Mama menatapku sedih, karena aku baru saja pingsan.

"Kenapa Mama dan Papa tidak datang? Aku sudah menunggu di sekolah,"ucapku seraya bangun dan duduk.

"Maaf, Papa ada meeting,"ucap Papa yang merasa bersalah.

"Mama juga sayang, maaf."

Aku terdiam mendengar jawaban mereka. Hingga aku meneteskan air mata.

"Tapi aku menunggu kalian disana, aku sangat sangat menunggu kehadiran kalian,"ucapku lirih masih dengan meneteskan air mata.

Mama mendekat dan memelukku erat.

"Maafkan Mama sayang, maafkan Mama,"ucap Mama yang semakin erat memelukku.

"Tapi Ma, aku sangat sedih tadi. Aku menunggu tetapi tidak ada sama sekali dari Mama atau Papa yang akan datang,"ucapku masih terisak.

Begitu sedih dan kecewa, saat semua orang membawa orang tuanya untuk mengambil rapot. Sedangankan aku tidak, bahkan orang tuaku memilih meeting.
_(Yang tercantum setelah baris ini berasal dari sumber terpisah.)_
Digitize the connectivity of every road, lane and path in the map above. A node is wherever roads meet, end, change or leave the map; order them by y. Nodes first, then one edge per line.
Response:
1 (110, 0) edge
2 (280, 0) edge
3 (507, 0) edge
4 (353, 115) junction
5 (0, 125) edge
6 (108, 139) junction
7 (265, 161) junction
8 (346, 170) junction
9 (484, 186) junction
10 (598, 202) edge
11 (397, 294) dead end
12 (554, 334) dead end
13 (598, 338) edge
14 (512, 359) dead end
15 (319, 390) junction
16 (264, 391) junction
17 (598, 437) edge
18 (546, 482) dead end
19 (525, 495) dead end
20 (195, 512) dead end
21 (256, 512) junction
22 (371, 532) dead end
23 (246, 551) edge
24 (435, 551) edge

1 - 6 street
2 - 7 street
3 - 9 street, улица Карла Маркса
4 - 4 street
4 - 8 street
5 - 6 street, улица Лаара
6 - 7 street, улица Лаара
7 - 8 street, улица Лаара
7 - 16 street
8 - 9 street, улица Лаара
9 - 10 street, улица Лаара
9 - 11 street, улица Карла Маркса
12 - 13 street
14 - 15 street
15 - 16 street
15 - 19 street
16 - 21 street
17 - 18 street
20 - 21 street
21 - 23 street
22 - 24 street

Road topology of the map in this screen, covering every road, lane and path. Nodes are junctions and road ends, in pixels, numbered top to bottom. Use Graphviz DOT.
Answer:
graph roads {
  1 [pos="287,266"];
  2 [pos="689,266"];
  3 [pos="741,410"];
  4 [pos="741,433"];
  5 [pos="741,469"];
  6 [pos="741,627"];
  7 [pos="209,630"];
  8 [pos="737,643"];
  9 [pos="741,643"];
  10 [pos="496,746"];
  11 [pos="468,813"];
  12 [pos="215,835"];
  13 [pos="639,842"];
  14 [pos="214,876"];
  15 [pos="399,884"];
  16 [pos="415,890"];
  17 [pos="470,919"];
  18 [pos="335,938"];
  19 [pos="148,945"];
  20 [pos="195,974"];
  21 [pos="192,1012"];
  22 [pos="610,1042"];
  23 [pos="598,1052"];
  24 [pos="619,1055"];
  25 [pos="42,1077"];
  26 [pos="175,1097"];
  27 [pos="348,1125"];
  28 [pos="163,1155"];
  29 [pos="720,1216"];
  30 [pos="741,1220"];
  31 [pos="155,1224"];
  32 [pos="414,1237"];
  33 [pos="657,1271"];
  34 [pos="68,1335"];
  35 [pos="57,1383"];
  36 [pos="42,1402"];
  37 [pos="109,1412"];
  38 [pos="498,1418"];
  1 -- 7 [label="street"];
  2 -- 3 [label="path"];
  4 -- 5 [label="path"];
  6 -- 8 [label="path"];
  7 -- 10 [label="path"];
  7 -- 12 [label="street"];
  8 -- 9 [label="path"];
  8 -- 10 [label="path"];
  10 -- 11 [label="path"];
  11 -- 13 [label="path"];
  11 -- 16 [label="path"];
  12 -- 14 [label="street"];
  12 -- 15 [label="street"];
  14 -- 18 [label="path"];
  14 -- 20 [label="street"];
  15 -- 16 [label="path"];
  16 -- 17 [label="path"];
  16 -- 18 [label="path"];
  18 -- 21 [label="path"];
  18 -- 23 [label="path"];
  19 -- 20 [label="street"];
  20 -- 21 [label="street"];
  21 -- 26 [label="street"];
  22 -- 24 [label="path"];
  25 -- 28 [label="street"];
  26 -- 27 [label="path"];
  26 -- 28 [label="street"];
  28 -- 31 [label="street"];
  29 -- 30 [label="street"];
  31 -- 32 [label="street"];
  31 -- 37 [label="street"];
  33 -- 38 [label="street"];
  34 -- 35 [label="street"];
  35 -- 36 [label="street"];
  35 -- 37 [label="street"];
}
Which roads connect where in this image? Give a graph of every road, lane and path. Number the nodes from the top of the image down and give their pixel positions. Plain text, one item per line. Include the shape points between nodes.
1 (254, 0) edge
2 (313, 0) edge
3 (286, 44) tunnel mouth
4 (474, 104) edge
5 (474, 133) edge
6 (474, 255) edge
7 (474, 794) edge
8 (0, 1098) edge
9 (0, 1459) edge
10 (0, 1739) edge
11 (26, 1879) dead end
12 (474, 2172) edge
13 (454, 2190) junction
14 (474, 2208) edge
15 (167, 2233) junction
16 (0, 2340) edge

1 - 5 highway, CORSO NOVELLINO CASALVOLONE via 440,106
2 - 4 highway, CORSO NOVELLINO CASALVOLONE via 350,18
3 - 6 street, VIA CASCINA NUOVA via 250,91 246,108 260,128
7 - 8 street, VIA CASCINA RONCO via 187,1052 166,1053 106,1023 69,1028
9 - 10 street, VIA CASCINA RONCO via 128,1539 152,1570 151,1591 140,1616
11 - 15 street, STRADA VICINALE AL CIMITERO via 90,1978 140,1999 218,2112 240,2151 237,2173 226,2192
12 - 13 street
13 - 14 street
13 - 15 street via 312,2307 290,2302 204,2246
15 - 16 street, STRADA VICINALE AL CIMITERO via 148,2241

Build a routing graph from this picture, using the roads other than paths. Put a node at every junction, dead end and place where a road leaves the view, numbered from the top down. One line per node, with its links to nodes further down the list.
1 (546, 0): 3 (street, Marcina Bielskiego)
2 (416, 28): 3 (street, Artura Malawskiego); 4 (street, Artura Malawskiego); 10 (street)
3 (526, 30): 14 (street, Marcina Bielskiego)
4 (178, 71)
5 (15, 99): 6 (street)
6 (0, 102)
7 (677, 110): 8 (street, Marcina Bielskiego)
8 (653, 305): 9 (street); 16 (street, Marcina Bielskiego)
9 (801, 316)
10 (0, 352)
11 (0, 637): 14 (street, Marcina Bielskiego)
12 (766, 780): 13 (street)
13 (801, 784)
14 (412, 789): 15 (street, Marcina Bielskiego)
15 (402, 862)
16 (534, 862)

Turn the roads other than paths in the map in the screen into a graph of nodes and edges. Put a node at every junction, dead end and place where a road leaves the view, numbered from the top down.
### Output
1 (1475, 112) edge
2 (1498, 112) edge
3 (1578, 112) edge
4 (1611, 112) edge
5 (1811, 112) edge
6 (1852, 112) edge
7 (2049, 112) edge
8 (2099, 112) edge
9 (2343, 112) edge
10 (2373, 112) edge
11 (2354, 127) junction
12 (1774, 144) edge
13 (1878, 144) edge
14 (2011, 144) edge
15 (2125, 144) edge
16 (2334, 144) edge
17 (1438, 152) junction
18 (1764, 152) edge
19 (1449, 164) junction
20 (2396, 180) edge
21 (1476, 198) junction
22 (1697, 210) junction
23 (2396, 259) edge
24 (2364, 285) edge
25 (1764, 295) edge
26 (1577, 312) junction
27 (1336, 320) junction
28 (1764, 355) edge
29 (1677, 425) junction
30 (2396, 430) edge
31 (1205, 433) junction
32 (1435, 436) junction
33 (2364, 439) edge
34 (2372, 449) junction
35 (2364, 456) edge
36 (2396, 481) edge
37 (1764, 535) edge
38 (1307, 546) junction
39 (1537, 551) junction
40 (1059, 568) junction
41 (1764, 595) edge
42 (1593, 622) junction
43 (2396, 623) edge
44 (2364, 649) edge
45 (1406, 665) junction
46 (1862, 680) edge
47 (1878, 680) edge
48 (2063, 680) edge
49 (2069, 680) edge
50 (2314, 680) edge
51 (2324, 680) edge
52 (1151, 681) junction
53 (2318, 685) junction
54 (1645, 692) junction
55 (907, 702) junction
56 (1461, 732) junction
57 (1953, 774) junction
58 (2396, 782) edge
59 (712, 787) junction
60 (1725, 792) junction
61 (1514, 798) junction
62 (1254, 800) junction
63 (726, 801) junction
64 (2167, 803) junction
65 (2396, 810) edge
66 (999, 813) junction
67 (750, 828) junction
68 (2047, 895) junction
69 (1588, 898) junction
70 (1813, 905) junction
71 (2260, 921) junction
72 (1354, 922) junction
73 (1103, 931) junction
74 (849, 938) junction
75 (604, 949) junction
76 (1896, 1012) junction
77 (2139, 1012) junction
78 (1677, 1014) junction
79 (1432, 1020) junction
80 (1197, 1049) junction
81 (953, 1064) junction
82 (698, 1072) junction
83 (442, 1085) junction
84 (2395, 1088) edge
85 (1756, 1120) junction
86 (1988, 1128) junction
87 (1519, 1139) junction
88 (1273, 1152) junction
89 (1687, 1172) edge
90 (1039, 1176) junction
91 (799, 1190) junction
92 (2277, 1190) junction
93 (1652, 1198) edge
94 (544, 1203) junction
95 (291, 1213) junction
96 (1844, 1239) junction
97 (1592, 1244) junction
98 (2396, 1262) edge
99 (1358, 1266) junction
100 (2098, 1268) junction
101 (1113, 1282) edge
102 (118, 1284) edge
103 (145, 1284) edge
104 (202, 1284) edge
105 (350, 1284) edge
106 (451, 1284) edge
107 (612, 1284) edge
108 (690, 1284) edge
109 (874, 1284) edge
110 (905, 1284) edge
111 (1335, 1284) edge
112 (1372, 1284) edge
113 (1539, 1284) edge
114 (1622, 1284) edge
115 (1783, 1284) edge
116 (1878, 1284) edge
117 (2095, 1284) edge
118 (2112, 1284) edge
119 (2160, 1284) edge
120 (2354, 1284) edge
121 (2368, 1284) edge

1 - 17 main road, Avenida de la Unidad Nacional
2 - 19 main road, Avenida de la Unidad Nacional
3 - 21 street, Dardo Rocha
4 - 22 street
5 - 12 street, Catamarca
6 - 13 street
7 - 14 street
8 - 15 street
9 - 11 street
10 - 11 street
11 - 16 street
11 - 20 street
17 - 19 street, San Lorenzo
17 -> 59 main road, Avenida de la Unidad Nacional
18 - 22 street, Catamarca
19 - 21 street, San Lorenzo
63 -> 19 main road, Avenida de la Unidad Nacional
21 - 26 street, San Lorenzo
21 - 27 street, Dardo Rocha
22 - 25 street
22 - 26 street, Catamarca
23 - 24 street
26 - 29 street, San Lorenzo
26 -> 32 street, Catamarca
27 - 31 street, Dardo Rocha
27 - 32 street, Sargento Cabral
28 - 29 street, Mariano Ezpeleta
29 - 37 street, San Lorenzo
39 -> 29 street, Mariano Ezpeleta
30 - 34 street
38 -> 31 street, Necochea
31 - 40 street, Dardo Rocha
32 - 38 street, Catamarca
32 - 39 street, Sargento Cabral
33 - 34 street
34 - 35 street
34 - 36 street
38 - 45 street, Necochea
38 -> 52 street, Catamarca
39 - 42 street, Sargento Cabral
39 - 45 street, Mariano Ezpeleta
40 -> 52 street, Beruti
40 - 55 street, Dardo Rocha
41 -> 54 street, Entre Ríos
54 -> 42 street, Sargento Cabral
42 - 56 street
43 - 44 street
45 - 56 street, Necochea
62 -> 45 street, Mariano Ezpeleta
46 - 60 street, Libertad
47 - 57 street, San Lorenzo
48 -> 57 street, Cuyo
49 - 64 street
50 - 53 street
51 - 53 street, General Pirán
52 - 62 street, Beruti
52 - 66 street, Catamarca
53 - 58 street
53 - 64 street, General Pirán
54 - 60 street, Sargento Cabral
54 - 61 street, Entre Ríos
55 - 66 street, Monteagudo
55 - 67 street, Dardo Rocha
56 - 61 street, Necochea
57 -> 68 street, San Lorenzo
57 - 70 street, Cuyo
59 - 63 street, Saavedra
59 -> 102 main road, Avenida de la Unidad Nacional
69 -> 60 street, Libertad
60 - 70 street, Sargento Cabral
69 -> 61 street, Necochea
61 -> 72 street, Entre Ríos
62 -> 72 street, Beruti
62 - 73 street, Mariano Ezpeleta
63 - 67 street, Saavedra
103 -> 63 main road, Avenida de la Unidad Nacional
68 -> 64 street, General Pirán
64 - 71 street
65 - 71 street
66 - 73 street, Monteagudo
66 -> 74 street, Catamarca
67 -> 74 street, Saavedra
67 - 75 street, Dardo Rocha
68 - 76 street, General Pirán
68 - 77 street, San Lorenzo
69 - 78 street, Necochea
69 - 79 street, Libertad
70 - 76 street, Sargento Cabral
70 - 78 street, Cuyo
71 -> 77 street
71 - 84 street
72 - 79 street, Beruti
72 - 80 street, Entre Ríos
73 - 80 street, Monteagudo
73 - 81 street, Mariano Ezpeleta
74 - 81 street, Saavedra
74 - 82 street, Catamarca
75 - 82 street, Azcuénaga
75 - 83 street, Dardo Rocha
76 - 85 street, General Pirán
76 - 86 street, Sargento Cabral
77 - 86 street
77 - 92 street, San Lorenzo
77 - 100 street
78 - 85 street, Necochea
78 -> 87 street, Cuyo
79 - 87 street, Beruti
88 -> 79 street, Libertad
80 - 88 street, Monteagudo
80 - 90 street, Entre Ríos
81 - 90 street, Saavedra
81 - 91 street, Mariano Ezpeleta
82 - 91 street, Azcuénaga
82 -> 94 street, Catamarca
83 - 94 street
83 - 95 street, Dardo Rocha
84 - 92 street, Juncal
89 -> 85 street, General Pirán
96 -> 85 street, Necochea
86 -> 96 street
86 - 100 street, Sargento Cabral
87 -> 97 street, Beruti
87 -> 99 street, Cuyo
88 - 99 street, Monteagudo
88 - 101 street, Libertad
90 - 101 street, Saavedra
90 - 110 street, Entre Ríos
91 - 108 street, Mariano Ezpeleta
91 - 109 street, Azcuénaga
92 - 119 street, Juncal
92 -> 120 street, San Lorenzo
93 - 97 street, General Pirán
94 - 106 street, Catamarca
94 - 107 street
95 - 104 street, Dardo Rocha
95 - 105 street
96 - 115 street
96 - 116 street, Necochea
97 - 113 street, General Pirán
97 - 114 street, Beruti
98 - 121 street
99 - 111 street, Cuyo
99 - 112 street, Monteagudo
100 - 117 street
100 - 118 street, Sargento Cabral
"Maaf,"ucap Mama tak henti-hentinya.

Papa hanya diam seribu bahasa sambil menatapku yang masih terus menangis. Kemudian Maka mengusap air mataku.

"Jangan menangis, Mama janji akan ajak kamu liburan sama Papa. Tetapi kamu harus maafkan Mama dan Papa."

Tanpa berpikir lama aku hanya mengaggukan kepala. Dan Papa mendekat serta memelukku dan juga Mama.

Aku memang sedih, tetapi setelah mendapatkan pelukan ini. Aku begitu bahagia, karena sudah lama aku tidak merasakan pelukan Mama dan Papa.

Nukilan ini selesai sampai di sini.